There's a theory that music began as a mating ritual—would that mean musical talent is a practical thing to have, evolutionarily speaking?
Darwin thought that music had something to do with sexual selection. It could be something as simple as a mnemonic. Johnny Cash's "I Walk the Line" is kind of an archetypal song. On the surface, he's singing it to her: You know, I'll be true, don't worry. But at a deeper level, I think what's really going on is that he's singing it to himself to remind himself of the commitment he's made. He's out on the road and he's gotta have something, every time a good-looking girl walks by, to remind him of the commitment. We remind ourselves of these promises we make each other in different ways—with an amulet, or a tattoo, or with the ancient Hebrews it was circumcision, right?

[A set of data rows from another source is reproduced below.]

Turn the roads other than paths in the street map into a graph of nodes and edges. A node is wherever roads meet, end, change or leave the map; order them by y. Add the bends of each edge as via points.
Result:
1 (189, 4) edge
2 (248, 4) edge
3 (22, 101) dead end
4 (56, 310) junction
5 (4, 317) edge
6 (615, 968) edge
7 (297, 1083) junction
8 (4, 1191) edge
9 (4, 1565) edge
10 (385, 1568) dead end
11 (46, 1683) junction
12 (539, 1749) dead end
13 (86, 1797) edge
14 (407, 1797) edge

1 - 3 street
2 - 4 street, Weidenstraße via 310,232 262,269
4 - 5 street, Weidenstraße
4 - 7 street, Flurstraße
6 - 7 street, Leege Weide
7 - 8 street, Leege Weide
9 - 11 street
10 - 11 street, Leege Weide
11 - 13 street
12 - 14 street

You would cut off a piece of your foreskin to remind you that you'd made a vow to be having sex only with certain people under certain conditions.
That would be pretty hard to forget.
Yeah. So it seems to me that "I Walk the Line" is functioning as a memory aid to the person who wrote it.
What makes a song get stuck in your head when you haven't heard it aloud in ages?
We don't know, but there could be some trigger in the environment that reminds you of the song on a subconscious level.
Any truth to the theory that Sting songs will get any other song out of your head?
You mean Gordon Sumner? [laughs] I hadn't heard that.... The basic cure is you just play a different song. But a catchy song.